The fact that the pidfile argument was included in the default ntpd_flags is a historical and accidental mistake dating back to when the ntpd rc stuff was imported from netbsd. The freebsd rc system does not support changing the location of the pidfile to some arbitrary place it is unaware of; doing so removes the ability to properly restart, stop, query status, etc. In other words, while the flag was historically in the default flags, it could never be usefully changed, and indeed if you do some searching you'll see that its accidental presence in the defaults has led to many errors and questions from users over the years as they tried to set ntpd_flags in rc.conf as you would for any other service/daemon and accidentally removed the -p flag in doing so. So this change was NOT a regression, it was in fact the fix for PR 199127.

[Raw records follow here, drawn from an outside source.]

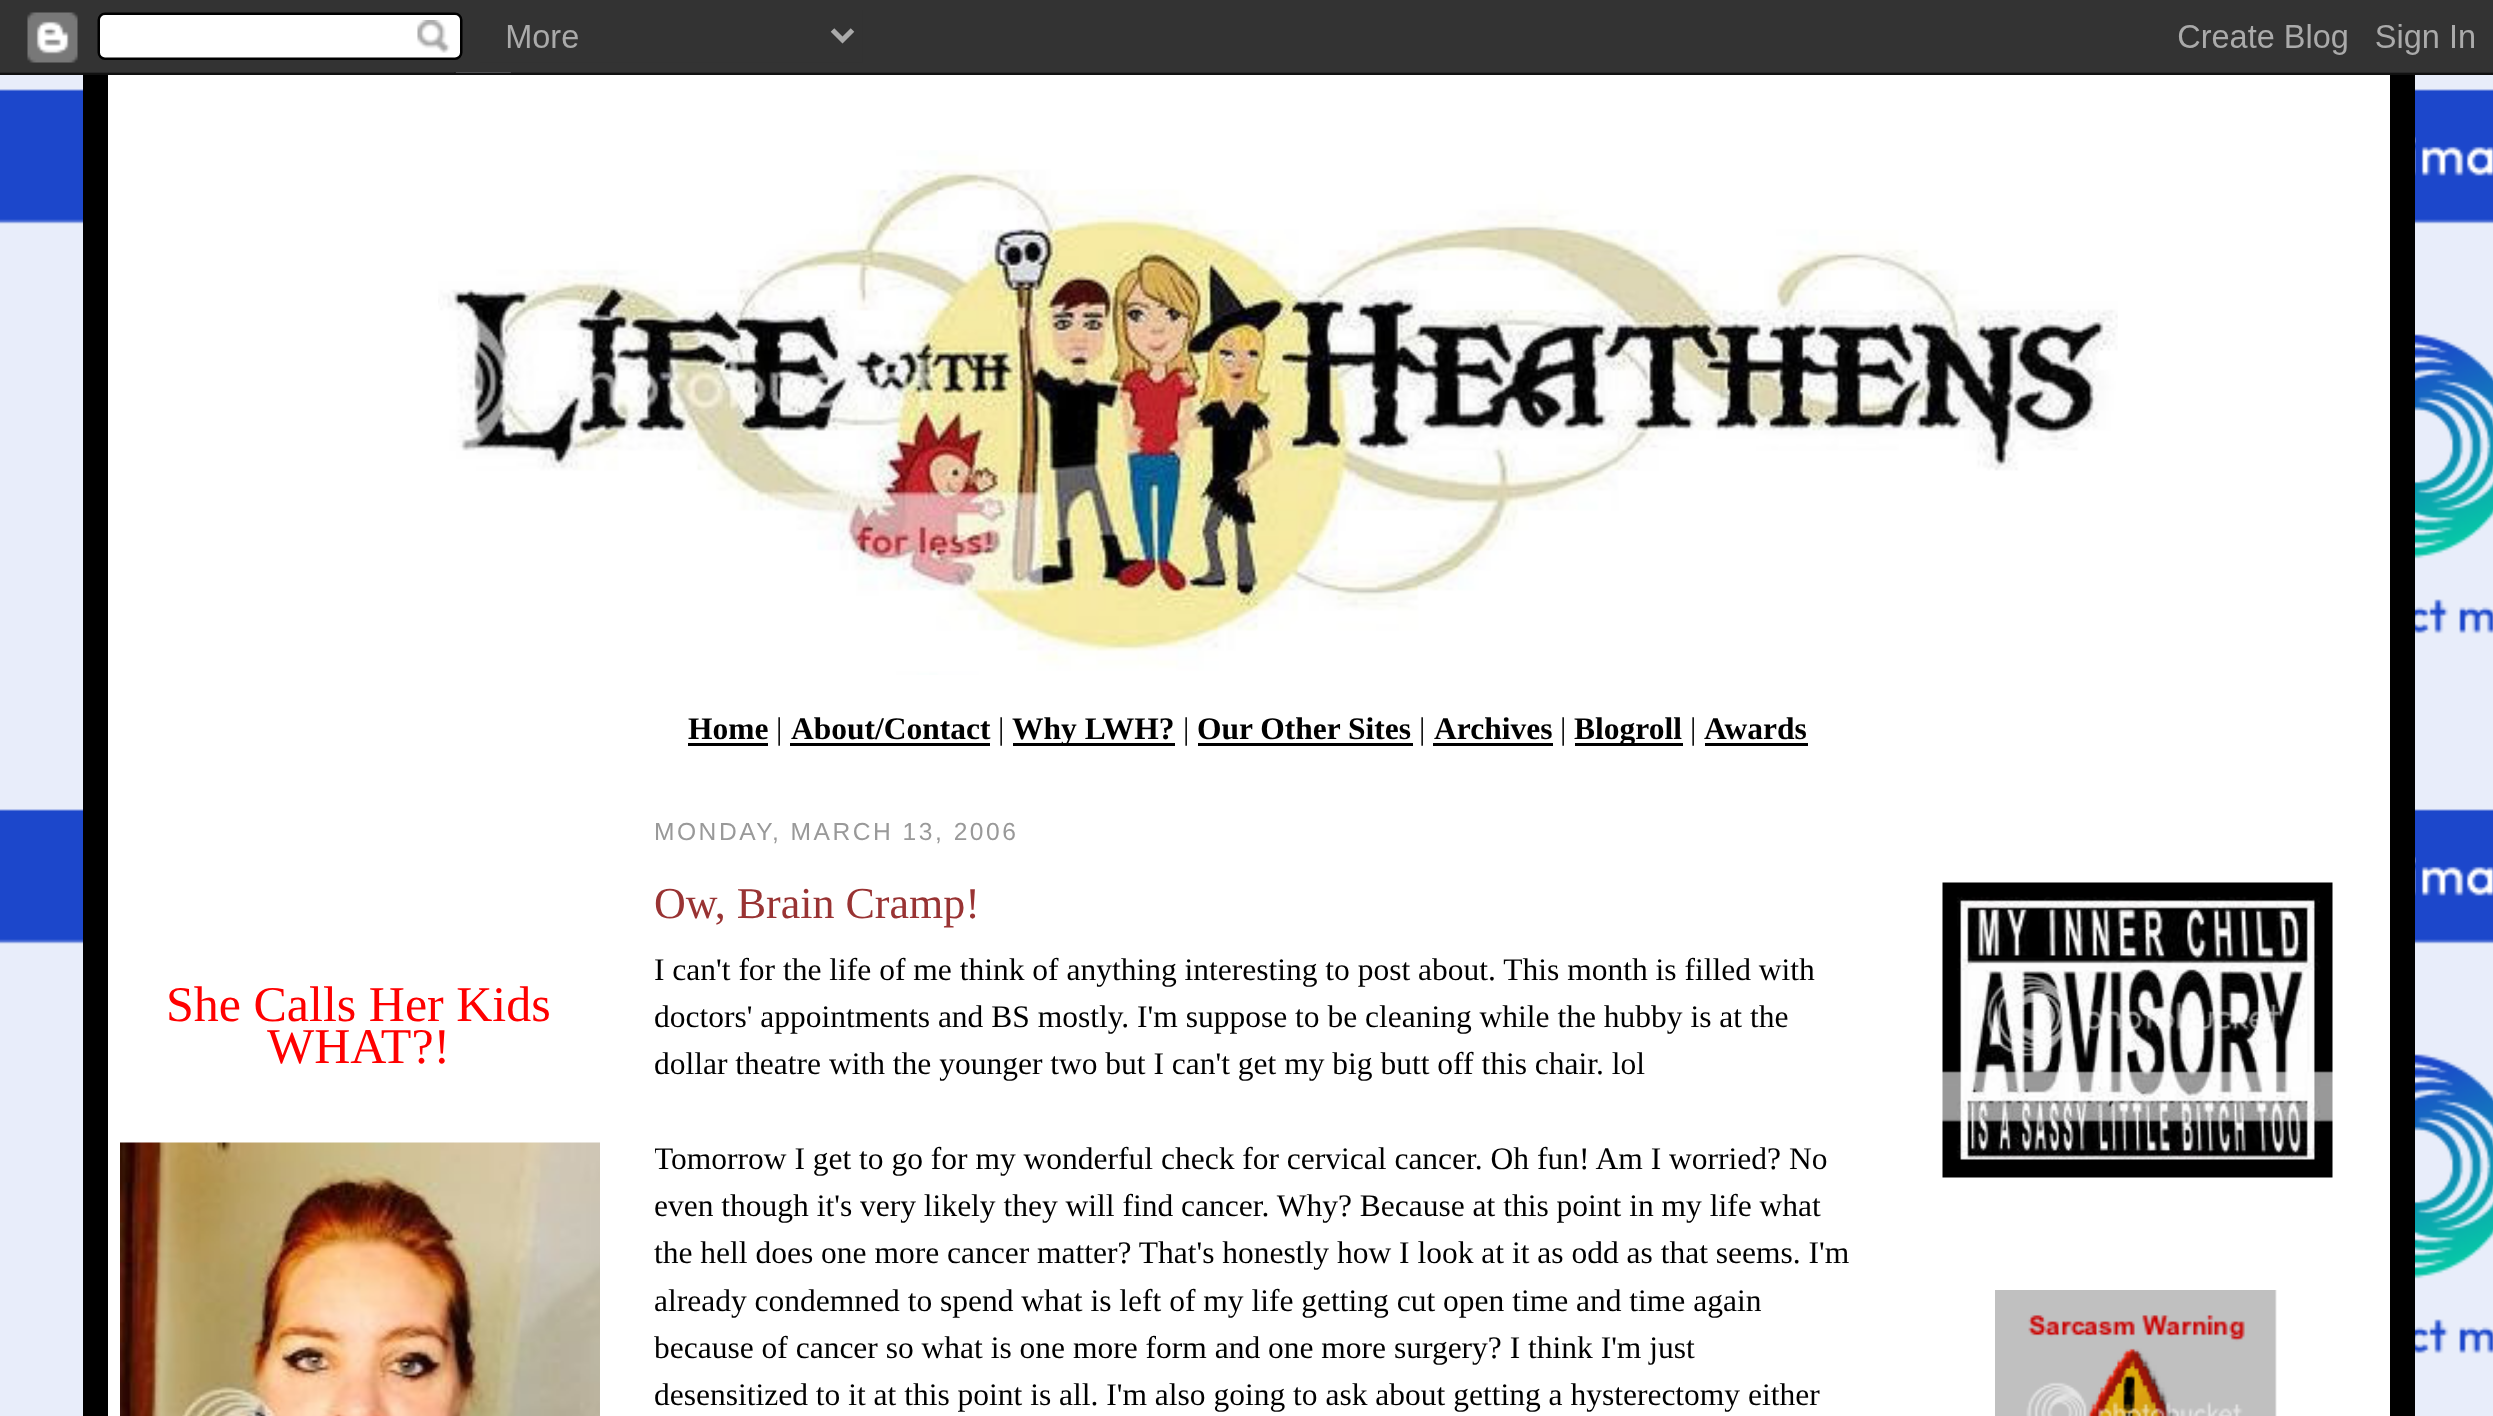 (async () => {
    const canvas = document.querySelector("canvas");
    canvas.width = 2493;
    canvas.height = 1416;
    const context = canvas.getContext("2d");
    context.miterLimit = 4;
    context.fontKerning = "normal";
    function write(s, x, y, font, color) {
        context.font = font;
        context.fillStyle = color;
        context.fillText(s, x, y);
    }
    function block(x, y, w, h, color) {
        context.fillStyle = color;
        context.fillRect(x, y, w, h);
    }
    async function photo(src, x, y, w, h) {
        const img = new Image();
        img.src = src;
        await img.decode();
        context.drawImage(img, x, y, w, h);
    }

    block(0, 0, 2493, 1416, "rgb(255, 255, 255)");
    await photo("media/1.png", 0, 72, 2493, 1344);
    await photo("media/2.png", 0, 0, 2493, 75);
    block(108, 75, 2282, 1341, "rgb(255, 255, 255)");
    block(2390, 75, 25, 1341, "rgb(0, 0, 0)");
    block(83, 75, 25, 1341, "rgb(0, 0, 0)");
    await photo("media/3.png", 438, 150, 1680, 525);
    write("Home", 688, 739, "bold 31.5px Liberation Serif", "rgb(0, 0, 0)");
    block(688, 743, 80, 3, "rgb(0, 0, 0)");
    write("|", 776, 739, "31.5px Liberation Serif", "rgb(0, 0, 0)");
    write("About/Contact", 791, 739, "bold 31.5px Liberation Serif", "rgb(0, 0, 0)");
    block(790, 743, 200, 3, "rgb(0, 0, 0)");
    write("|", 998, 739, "31.5px Liberation Serif", "rgb(0, 0, 0)");
    block(1013, 743, 162, 3, "rgb(0, 0, 0)");
    write("Why LWH?", 1012, 739, "bold 31.5px Liberation Serif", "rgb(0, 0, 0)");
    write("|", 1183, 739, "31.5px Liberation Serif", "rgb(0, 0, 0)");
    write("Our Other Sites", 1197, 739, "bold 31.5px Liberation Serif", "rgb(0, 0, 0)");
    block(1198, 743, 215, 3, "rgb(0, 0, 0)");
    write("|", 1419, 739, "31.5px Liberation Serif", "rgb(0, 0, 0)");
    write("Archives", 1434, 739, "bold 31.5px Liberation Serif", "rgb(0, 0, 0)");
    block(1433, 743, 120, 3, "rgb(0, 0, 0)");
    write("|", 1560, 739, "31.5px Liberation Serif", "rgb(0, 0, 0)");
    block(1575, 743, 108, 3, "rgb(0, 0, 0)");
    write("Blogroll", 1574, 739, "bold 31.5px Liberation Serif", "rgb(0, 0, 0)");
    write("|", 1690, 739, "31.5px Liberation Serif", "rgb(0, 0, 0)");
    write("Awards", 1704, 739, "bold 31.5px Liberation Serif", "rgb(0, 0, 0)");
    block(1705, 743, 103, 3, "rgb(0, 0, 0)");
    write("She Calls Her Kids", 166, 1021, "50px Liberation Serif", "rgb(255, 0, 0)");
    write("WHAT?!", 267, 1063, "50px Liberation Serif", "rgb(255, 0, 0)");
    await photo("media/4.png", 120, 1142, 480, 274);
    context.letterSpacing = "2.5px";
    write("MONDAY, MARCH 13, 2006", 654, 840, "24.6px Liberation Sans", "rgb(153, 153, 153)");
    context.letterSpacing = "0px";
    write("Ow, Brain Cramp!", 654, 918, "44px Liberation Serif", "rgb(153, 51, 51)");
    write("I can't for the life of me think of anything interesting to post about. This month is filled with", 654, 980, "31.5px Liberation Serif", "rgb(0, 0, 0)");
    write("doctors' appointments and BS mostly. I'm suppose to be cleaning while the hubby is at the", 654, 1027, "31.5px Liberation Serif", "rgb(0, 0, 0)");
    write("dollar theatre with the younger two but I can't get my big butt off this chair. lol", 654, 1074, "31.5px Liberation Serif", "rgb(0, 0, 0)");
    context.save();
    context.beginPath();
    context.rect(655, 780, 1200, 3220);
    context.clip();
    write("Tomorrow I get to go for my wonderful check for cervical cancer. Oh fun! Am I worried? No", 654, 1169, "31.5px Liberation Serif", "rgb(0, 0, 0)");
    context.restore();
    write("even though it's very likely they will find cancer. Why? Because at this point in my life what", 654, 1216, "31.5px Liberation Serif", "rgb(0, 0, 0)");
    write("the hell does one more cancer matter? That's honestly how I look at it as odd as that seems. I'm", 654, 1263, "31.5px Liberation Serif", "rgb(0, 0, 0)");
    write("already condemned to spend what is left of my life getting cut open time and time again", 654, 1311, "31.5px Liberation Serif", "rgb(0, 0, 0)");
    write("because of cancer so what is one more form and one more surgery? I think I'm just", 654, 1358, "31.5px Liberation Serif", "rgb(0, 0, 0)");
    write("desensitized to it at this point is all. I'm also going to ask about getting a hysterectomy either", 654, 1405, "31.5px Liberation Serif", "rgb(0, 0, 0)");
    await photo("media/5.png", 1942, 882, 391, 296);
    await photo("media/6.png", 1995, 1290, 282, 126);
})();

Hi Ian, I'm commenting here as I've only just realised my CURRENT system's ntpd was not running (for a while it seems!), discovering the reported error when trying to start the service manually. I'm not sure why/how I didn't pick the issue up earlier, perhaps it was missed in daily periodic logs. I'm a fairly seasoned FreeBSD user and I worry about the user experience of this issue for those less experienced. There is a section (can_run_root() function) in the startup script which checks for user-supplied arguments (including pidfile), which when set, causes the scripts default behaviour (to use user:ntp and its own arguments/locations) to not be used, *but* apparently (?) only for the driftfile argument # Otherwise, figure out what to do about the driftfile option. If set # by the admin, we don't add the option. <snip> driftopt="" # admin set the option, we don't need to add it. Why can't the same, if not specific, then general behaviour, apply to !driftfile arguments as well? Why is pidfile a/the special case? If its a permission issue, why isn't that a problem for driftfile, keyfile, etc? Isn't the actual and only issue that the only argument the script explicitly sets is "-p ${pidfile}" causing the conflict/error reported here, but not for any other arguments? If the pidfile argument absolutely and positively cannot be supported in any capacity, differently from other path/file-value arguments, pidfile should be stripped from arguments, given the *only* outcome of the user supplying it is this error. In addition, and note I am not advocating that rc scripts should support any or all *particular values* for command arguments (see bug 231592), but not supporting overriding arguments via foo_flags via rc.conf is a pola violation and inconsistent (I believe) with; the expectations of our users generally, and almost all other rc scripts we ship (in base and ports). @with bugmeister hat, assign to Ian as previous issue closer and committer of base r336547
My previous specific reference to bug 231592 is bug 231592 comment 4
The pidfile is a special case because it is used by the rc system itself. This is how it has always worked, or at least since we adopted the NetBSD framework in the early 2000s. If you disagree, then by all means open a new PR suggesting a general mechanism for overriding the pidfile location on a per-service basis and assign it to me; but forcibly reopening this bug and reassigning to Ian just because you happen to have made the same mistake as the originator is, in my opinion, an abuse of your position as bugmeister.